Sono state previste inoltre agevolazioni speciali, cercando di venire incontro alle loro esigenze, continuando a garantire la continuità del servizio ai propri clienti. Oltre ad aver rimodulato gli orari di apertura su tutto il territorio nazionale per consentire una migliore organizzazione dei turni di riposo, l’azienda ha anche stipulato una copertura assicurativa con assistenza sanitaria in caso di positività al COVID-19 e misure di assistenza post ricovero, valida per un anno. Questo si aggiunge alla decisione di corrispondere un premio economico agli addetti nei punti vendita e di deposito a riconoscimento del loro impegno straordinario e della loro professionalità. È stato inoltre istituito un servizio di supporto psicologico di cui possono usufruire a titolo gratuito tutti i propri collaboratori.

IN FRANCIA

Anche in Francia il Gruppo ha attivato, con il progredire dell'emergenza, misure di protezione per i dipendenti e i clienti, nonché una riduzione degli orari di apertura di ipermercati e supermercati (massimo fino alle 19), con chiusure eccezionali domenicali. Arrivati anche i primi due milioni di mascherine per i lavoratori, cui seguiranno altre forniture.

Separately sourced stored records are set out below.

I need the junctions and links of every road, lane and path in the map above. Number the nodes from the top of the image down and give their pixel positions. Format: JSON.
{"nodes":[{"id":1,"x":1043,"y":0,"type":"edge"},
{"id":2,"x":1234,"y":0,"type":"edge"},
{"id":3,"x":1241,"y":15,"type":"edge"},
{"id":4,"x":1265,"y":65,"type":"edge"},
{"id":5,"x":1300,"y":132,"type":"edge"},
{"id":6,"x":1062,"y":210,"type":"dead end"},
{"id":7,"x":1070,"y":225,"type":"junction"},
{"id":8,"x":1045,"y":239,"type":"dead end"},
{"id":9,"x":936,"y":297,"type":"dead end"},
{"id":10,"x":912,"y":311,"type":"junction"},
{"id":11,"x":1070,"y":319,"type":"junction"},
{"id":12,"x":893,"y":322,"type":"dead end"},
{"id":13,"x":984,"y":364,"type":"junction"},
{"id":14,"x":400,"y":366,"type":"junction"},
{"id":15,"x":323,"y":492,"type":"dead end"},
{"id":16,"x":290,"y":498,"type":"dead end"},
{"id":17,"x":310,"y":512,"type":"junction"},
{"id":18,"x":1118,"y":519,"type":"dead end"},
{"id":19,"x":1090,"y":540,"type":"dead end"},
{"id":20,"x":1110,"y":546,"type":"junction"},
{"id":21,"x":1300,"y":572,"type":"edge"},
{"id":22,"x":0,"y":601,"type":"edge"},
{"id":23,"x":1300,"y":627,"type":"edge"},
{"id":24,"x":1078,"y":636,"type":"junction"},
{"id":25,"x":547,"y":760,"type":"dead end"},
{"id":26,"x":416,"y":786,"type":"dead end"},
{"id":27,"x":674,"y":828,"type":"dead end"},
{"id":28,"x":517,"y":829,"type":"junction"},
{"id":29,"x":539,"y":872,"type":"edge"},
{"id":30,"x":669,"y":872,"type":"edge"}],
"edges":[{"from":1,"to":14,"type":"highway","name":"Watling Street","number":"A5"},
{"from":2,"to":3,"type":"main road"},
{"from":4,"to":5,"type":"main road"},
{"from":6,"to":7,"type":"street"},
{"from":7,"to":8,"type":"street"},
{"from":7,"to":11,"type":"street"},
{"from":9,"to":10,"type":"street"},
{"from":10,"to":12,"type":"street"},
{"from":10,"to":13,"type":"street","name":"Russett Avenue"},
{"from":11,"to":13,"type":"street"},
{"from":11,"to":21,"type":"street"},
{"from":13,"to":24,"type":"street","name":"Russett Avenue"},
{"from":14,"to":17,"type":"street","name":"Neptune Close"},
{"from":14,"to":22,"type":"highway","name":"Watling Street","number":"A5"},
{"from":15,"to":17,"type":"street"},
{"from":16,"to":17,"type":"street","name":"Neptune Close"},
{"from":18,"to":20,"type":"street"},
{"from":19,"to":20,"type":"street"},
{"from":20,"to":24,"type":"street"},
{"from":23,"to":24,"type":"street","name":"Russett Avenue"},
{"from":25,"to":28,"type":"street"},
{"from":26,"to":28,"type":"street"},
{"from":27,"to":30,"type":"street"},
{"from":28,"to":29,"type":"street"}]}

Lato convenienza, Carrefour rassicura anche che per tutto l'anno si impegnerà a garantire i prezzi più bassi sul mercato su 500 prodotti giornalieri delle principali marche, aggiungendo altresì che sconti usuali, come quello del 10% sui prodotti a marchio per i possessori di carta fedeltà, resteranno attivi. Per i propri membri "Pass" resta disponibile anche il servizio di pagamento in 3 rate senza interessi.